Exercise goal> Say how many lines in the records hold the word "paths", and give nothing but that number.

Entries supplied>

* * *

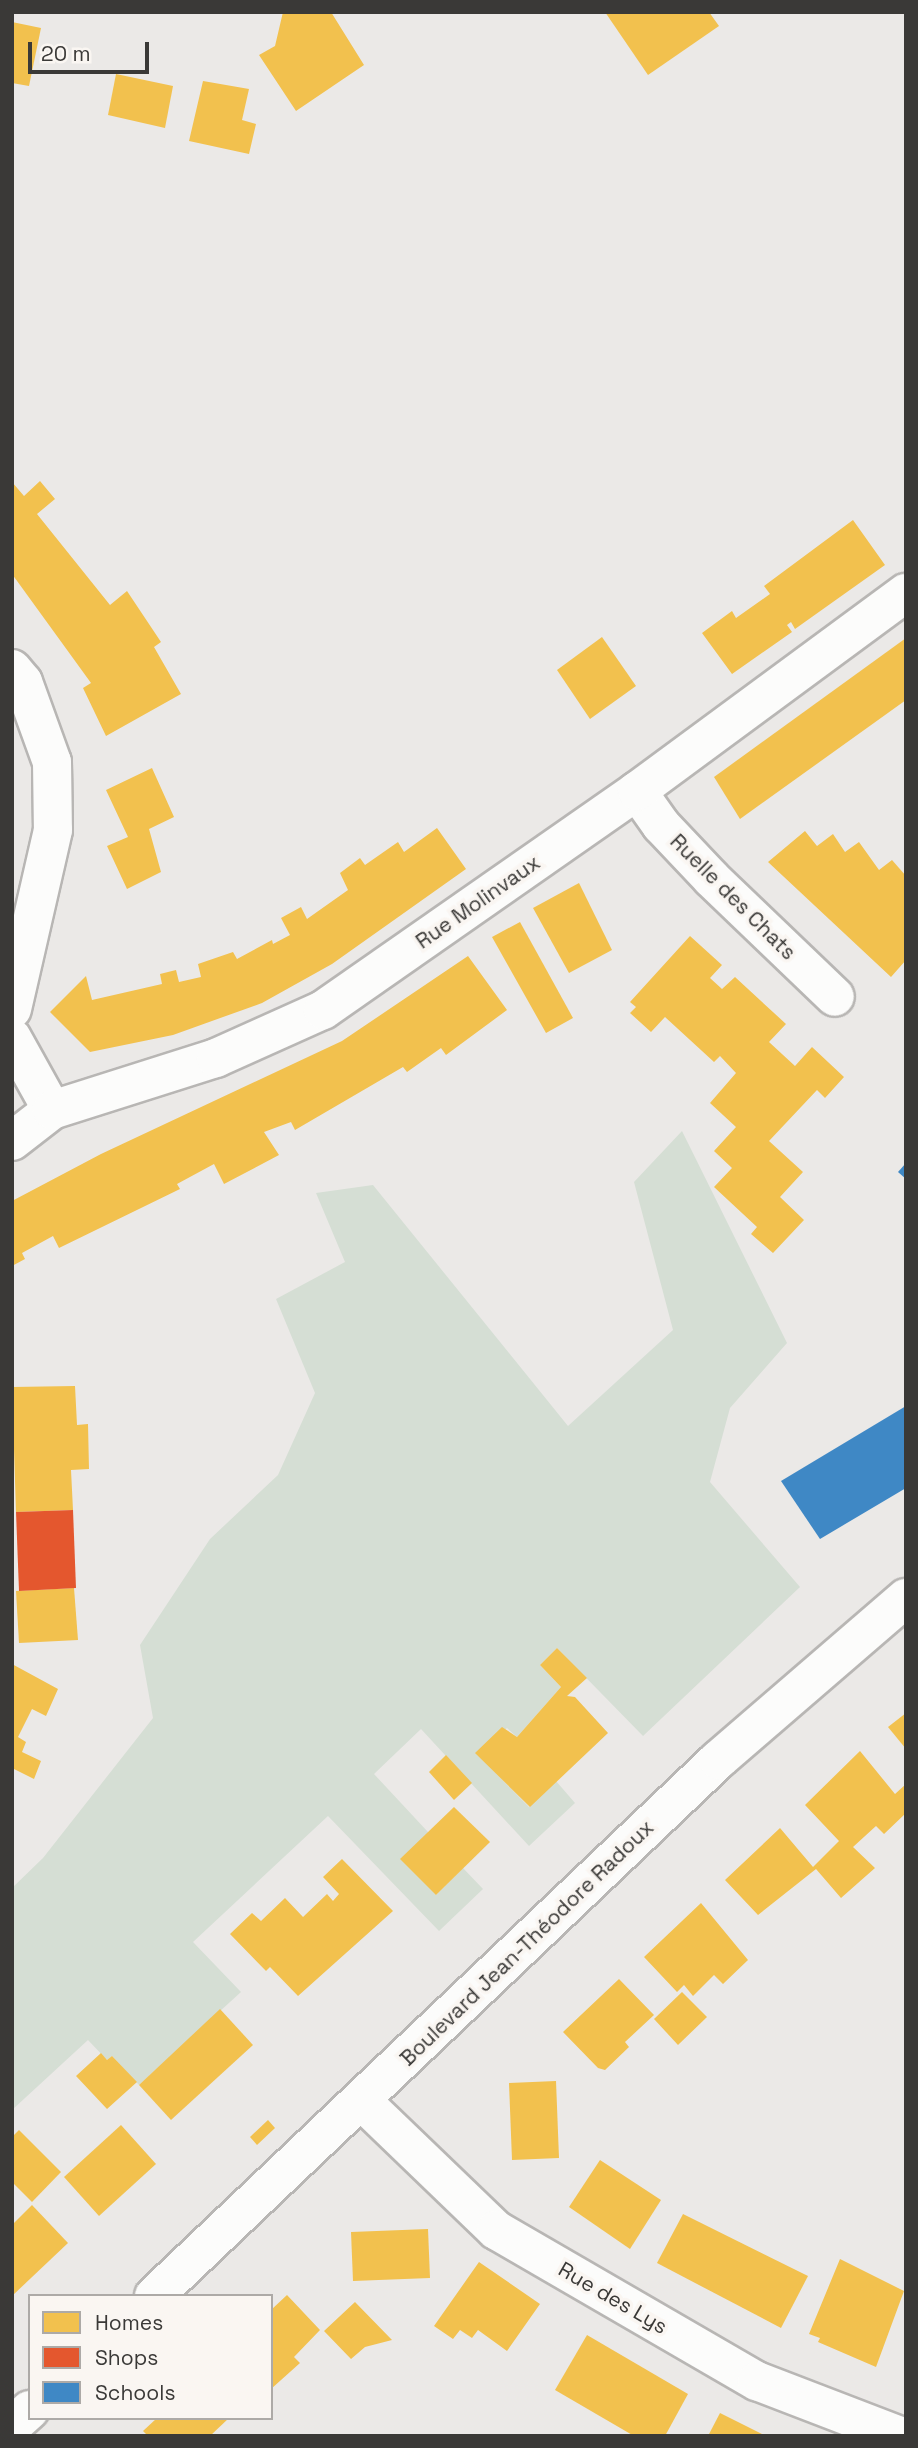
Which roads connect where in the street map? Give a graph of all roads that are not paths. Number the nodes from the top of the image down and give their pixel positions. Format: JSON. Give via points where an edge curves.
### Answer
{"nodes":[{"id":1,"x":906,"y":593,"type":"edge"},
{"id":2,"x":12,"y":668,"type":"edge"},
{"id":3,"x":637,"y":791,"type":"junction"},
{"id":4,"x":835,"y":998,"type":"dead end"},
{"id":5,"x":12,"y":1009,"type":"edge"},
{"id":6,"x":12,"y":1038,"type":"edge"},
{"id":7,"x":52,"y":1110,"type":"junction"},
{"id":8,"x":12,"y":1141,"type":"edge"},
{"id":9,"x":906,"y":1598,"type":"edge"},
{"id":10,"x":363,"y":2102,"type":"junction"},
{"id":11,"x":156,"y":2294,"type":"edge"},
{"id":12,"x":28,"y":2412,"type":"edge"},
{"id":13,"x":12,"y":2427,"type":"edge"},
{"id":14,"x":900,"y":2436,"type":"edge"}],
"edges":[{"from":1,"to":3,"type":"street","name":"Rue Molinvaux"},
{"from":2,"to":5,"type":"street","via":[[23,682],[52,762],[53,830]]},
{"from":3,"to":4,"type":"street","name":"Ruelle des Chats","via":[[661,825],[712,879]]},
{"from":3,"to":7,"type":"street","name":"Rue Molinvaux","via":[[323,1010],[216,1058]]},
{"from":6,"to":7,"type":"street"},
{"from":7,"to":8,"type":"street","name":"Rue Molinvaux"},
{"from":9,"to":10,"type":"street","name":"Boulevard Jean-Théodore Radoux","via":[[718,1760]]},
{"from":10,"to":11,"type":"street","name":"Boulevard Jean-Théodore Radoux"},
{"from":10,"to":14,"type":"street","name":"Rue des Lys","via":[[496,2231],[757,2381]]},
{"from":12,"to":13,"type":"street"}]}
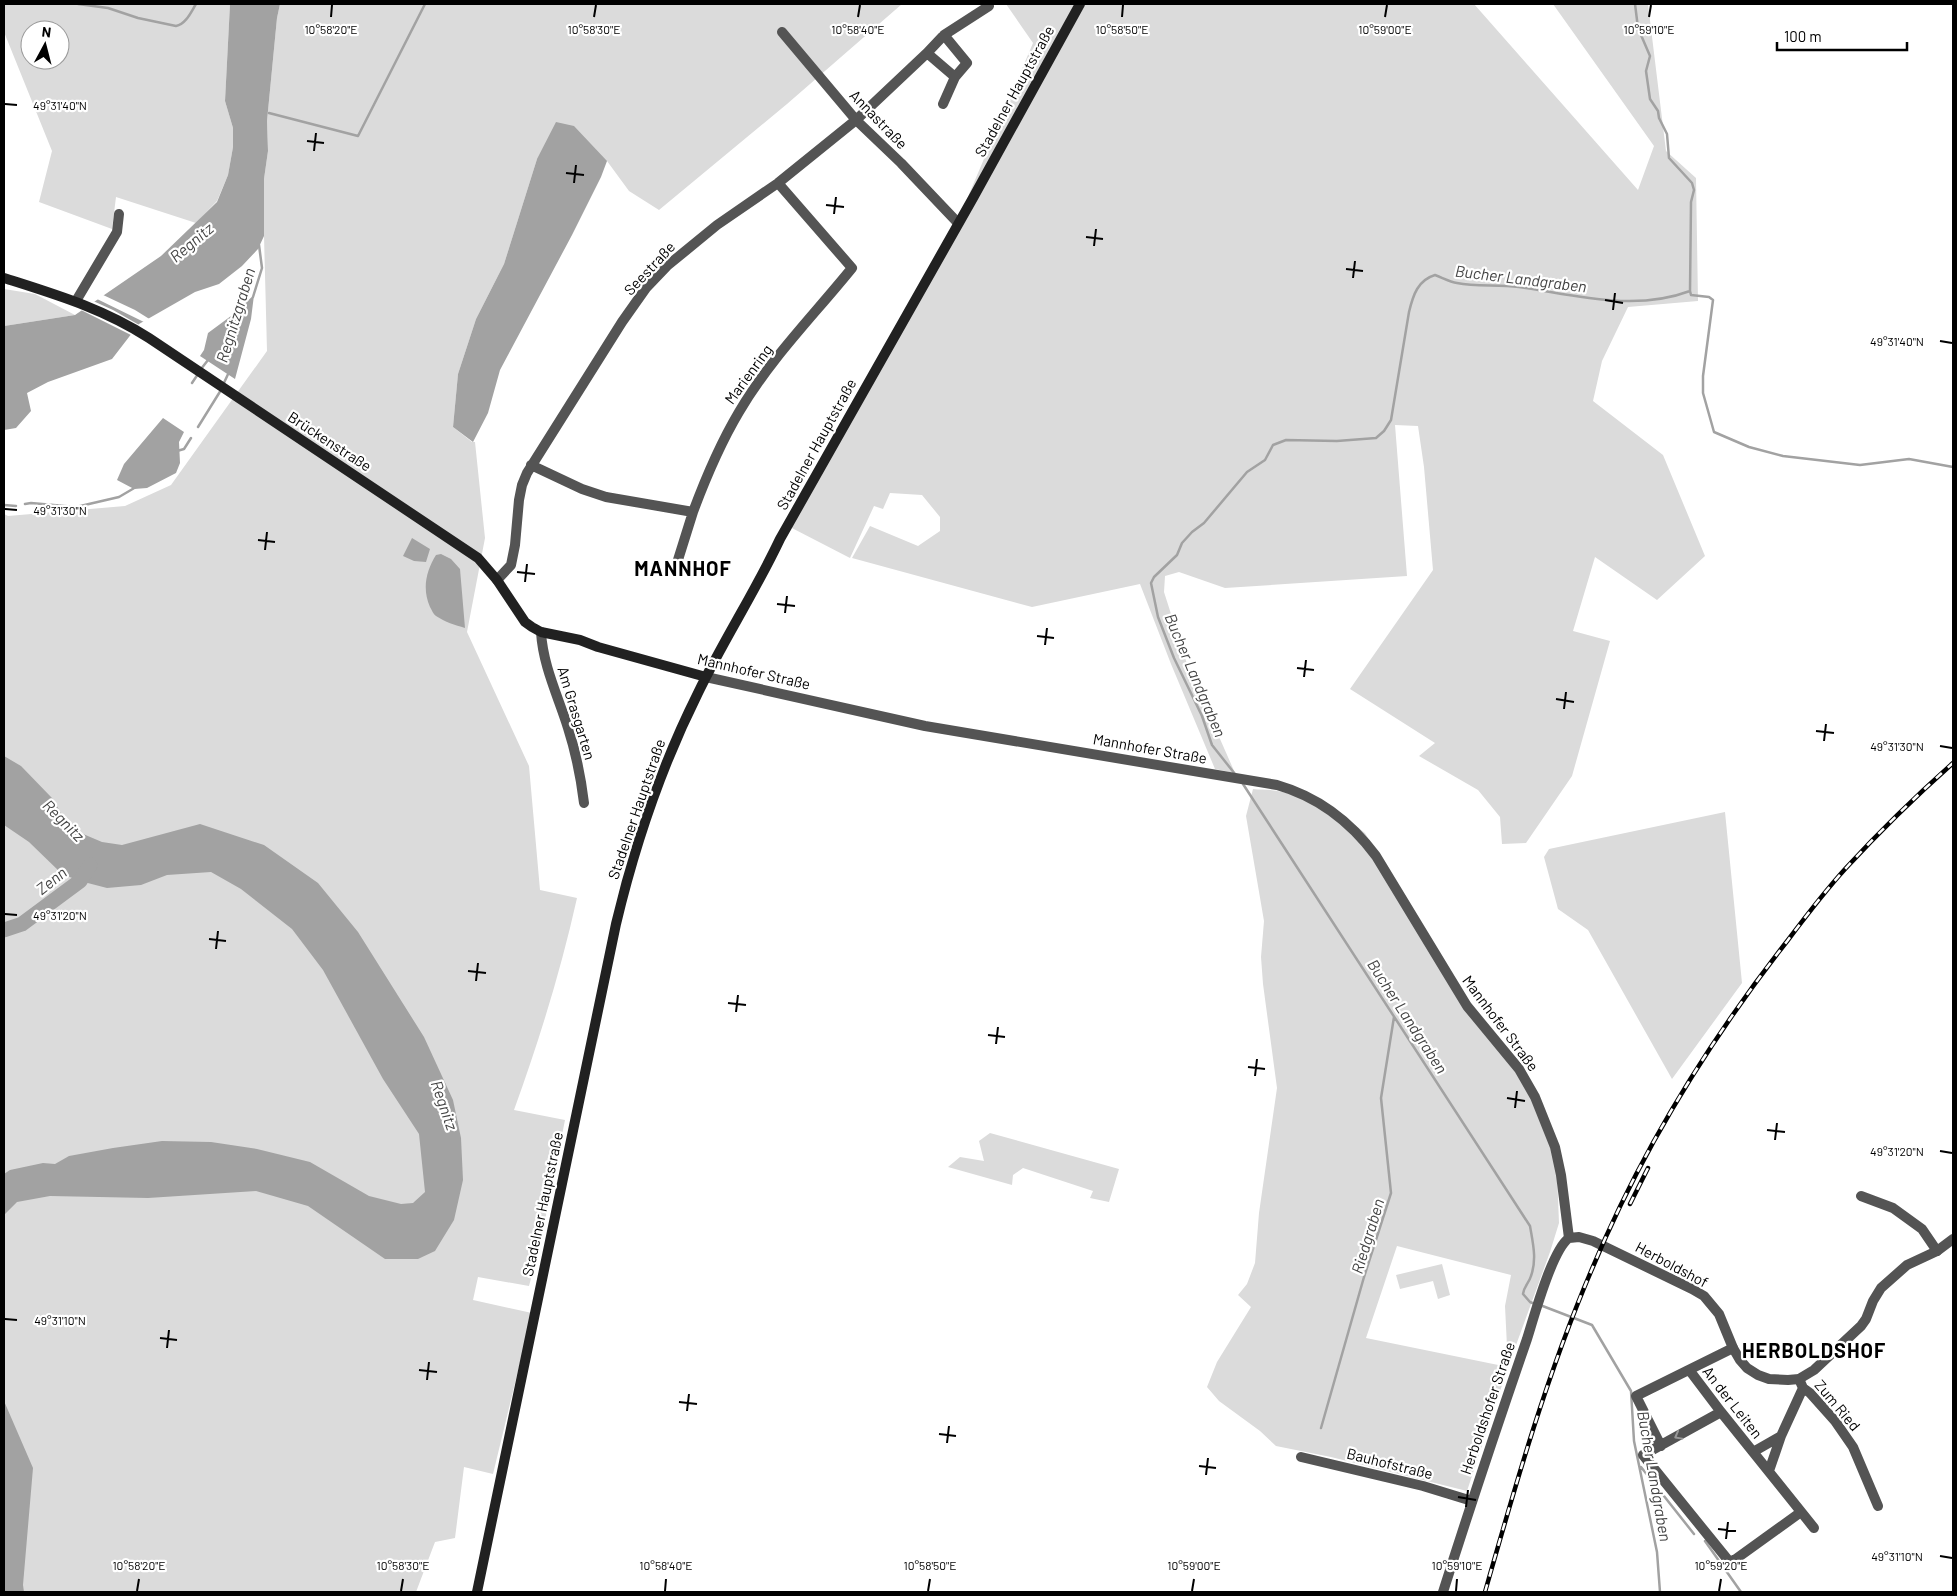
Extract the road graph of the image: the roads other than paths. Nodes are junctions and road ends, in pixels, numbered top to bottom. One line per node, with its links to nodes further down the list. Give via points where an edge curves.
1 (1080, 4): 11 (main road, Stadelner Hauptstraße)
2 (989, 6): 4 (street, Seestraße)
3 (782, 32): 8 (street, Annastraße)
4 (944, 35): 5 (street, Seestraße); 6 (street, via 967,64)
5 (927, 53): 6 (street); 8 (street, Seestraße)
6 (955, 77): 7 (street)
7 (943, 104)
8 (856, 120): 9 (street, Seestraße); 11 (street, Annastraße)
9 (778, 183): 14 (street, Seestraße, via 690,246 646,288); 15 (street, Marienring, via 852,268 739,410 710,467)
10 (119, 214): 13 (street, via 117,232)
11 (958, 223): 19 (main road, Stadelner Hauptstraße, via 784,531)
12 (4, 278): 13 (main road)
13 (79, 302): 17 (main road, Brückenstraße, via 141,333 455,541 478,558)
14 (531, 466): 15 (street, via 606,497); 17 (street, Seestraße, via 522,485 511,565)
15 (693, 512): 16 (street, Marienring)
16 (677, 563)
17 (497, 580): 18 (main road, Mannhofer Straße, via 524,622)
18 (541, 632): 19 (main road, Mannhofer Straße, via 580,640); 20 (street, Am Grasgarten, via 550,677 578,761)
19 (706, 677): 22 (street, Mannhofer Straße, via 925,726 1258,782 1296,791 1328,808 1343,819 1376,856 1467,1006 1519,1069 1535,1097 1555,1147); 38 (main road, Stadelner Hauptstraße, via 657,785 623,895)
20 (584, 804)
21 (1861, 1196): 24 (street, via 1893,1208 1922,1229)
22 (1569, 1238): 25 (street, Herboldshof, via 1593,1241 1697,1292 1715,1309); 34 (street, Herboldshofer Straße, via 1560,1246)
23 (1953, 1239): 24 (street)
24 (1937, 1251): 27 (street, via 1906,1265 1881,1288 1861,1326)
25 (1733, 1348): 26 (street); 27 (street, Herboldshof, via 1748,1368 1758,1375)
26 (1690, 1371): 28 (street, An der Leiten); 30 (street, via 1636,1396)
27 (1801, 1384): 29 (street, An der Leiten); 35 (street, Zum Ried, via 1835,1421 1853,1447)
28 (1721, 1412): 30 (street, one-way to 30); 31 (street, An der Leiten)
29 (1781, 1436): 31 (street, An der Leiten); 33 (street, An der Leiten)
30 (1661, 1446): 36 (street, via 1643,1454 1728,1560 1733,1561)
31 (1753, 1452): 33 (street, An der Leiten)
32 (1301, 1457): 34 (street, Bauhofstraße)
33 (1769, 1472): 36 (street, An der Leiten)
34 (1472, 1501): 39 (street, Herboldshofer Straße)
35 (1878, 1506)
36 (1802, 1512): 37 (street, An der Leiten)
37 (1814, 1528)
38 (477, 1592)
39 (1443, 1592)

* * *

Task result> 2